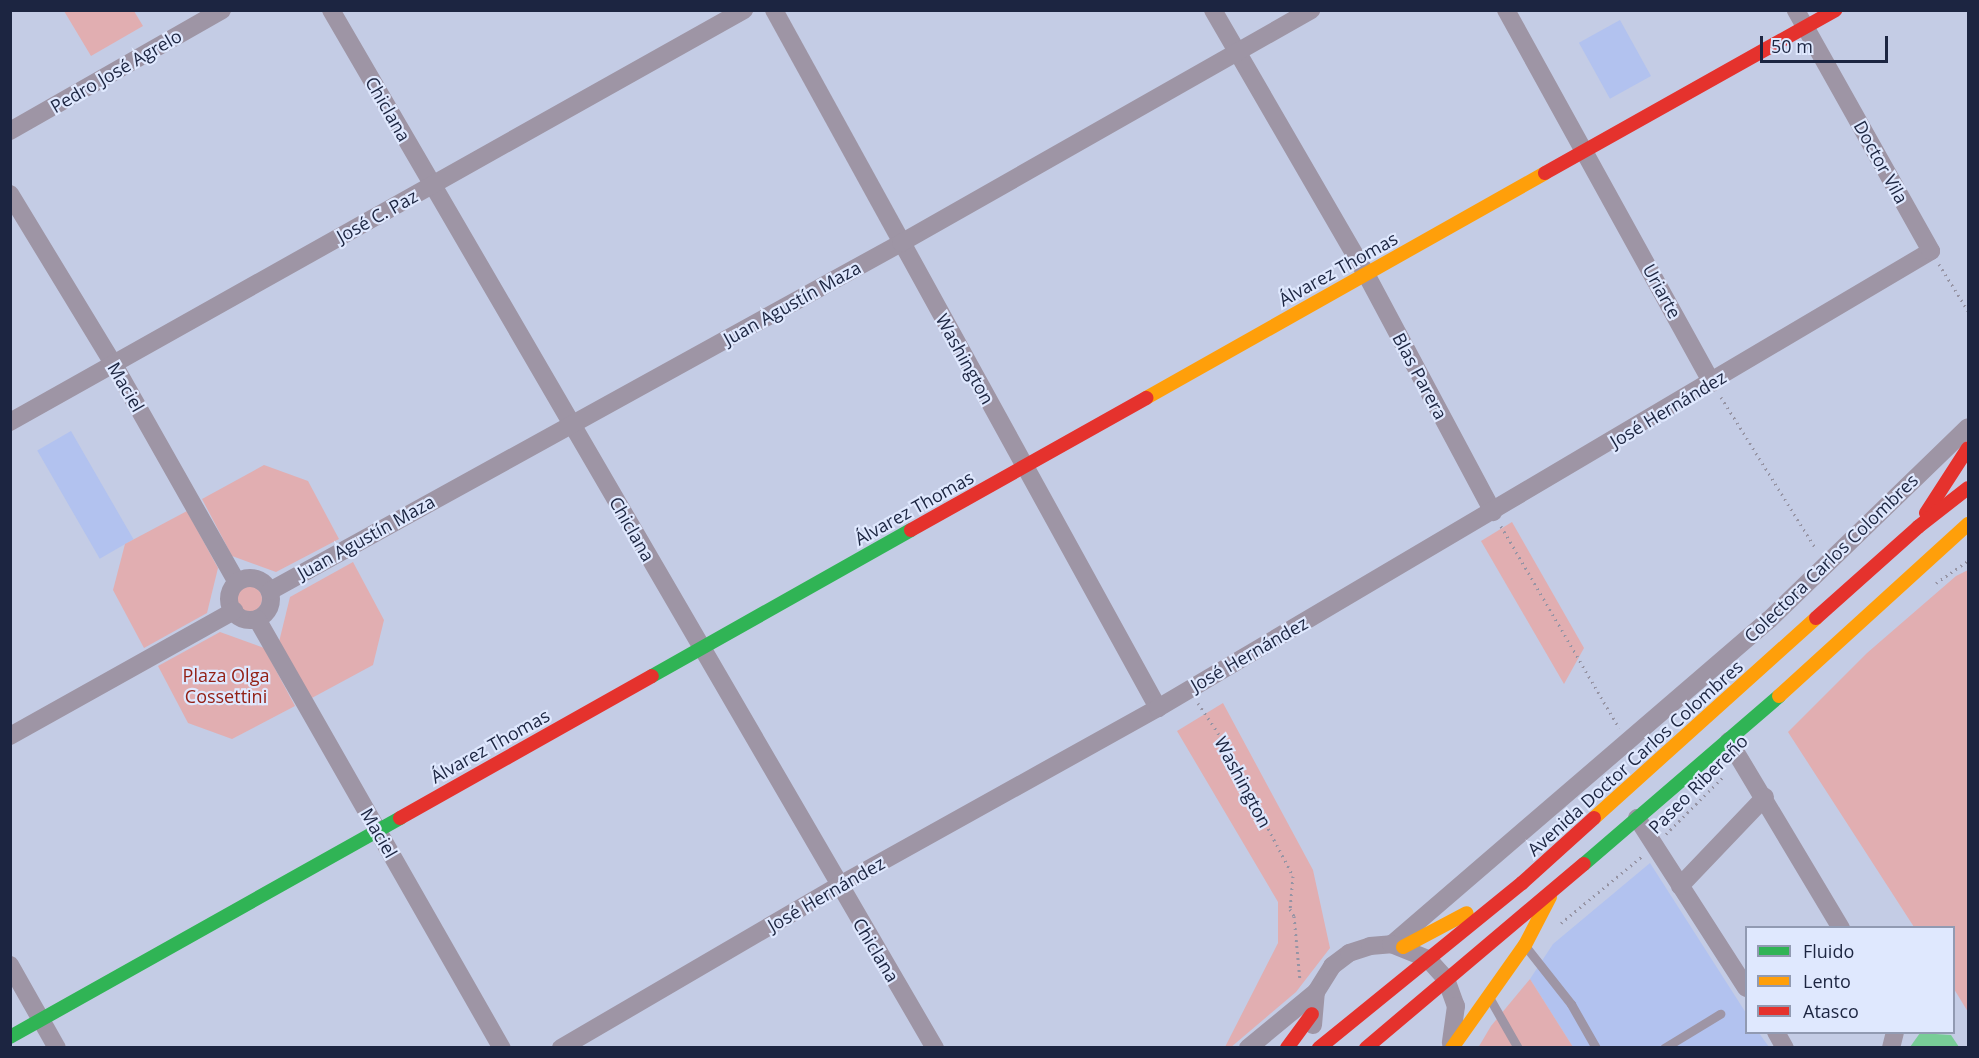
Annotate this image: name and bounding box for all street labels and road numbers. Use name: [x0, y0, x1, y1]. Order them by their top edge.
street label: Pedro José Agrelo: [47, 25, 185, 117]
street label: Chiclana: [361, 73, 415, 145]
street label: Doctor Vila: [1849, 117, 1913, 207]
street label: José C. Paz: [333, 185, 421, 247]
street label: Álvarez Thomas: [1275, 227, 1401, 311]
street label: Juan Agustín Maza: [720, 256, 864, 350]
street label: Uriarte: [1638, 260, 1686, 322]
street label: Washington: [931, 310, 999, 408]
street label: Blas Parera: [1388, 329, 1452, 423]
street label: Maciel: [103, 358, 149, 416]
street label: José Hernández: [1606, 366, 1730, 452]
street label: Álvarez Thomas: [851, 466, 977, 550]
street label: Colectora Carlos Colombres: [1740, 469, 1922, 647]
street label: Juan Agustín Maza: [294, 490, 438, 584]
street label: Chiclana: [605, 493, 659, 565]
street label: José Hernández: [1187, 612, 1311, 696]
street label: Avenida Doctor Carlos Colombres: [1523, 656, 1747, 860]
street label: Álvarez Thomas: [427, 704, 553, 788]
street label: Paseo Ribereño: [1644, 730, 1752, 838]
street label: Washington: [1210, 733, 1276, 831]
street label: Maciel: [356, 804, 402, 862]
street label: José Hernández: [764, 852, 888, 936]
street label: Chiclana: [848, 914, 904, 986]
::::
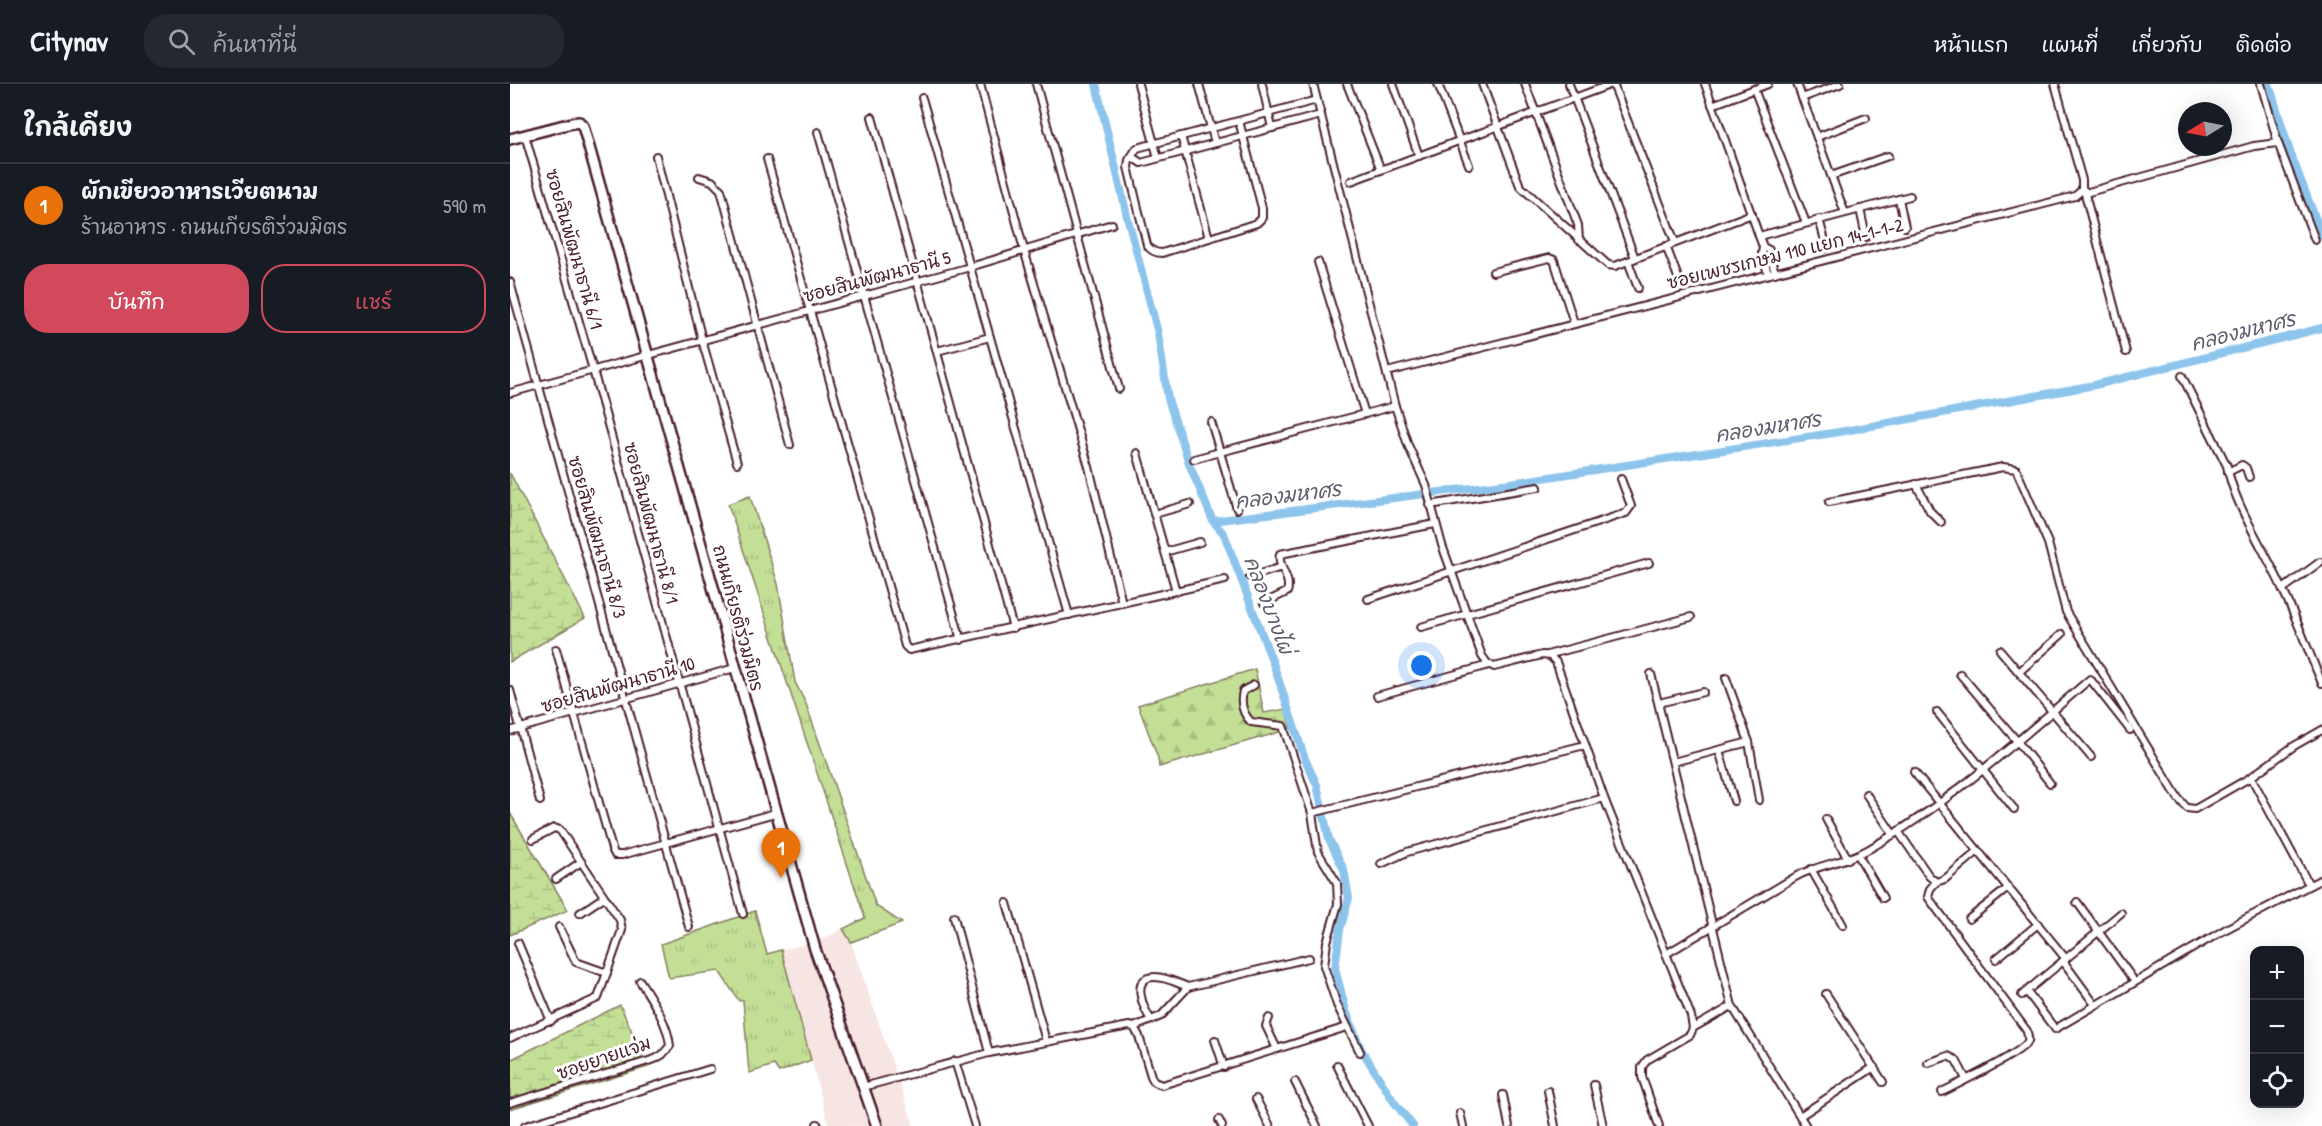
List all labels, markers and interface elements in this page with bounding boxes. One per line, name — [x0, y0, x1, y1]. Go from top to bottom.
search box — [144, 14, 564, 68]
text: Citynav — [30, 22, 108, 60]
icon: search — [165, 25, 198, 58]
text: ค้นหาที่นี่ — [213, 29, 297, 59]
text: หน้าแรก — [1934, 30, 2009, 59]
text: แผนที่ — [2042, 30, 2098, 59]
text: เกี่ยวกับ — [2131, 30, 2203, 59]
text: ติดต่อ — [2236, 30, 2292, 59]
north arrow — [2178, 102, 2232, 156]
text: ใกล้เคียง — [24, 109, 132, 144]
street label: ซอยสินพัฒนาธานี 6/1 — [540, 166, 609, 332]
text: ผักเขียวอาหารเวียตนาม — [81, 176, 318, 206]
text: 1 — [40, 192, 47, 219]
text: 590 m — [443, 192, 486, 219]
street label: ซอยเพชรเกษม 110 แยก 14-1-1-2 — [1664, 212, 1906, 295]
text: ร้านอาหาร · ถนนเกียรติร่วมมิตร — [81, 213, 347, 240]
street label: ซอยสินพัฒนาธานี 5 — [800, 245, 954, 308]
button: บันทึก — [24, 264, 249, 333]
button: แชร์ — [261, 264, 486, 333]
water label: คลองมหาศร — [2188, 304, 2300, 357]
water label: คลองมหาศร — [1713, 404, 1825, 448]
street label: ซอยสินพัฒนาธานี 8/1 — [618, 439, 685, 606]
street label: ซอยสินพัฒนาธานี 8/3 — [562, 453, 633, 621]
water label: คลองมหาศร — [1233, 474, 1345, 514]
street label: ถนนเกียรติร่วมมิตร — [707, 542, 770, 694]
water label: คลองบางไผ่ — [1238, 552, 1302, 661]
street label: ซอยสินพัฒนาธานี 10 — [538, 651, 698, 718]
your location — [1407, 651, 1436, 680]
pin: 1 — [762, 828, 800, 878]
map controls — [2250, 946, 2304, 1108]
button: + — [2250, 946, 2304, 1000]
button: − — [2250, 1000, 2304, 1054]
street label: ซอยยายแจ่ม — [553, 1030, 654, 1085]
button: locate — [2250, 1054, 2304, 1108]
::::
▸ **What you need to do**:
Show all lines from the records above where the word "this" occurs.

▸ **Written reply**:
Annotate this image: name and bounding box for all street labels and road numbers. Use name: [x0, y0, x1, y1]. Order them by their top edge.
List all labels, markers and interface elements in this page with bounding boxes. One per line, name — [x0, y0, x1, y1]. Go from top to bottom.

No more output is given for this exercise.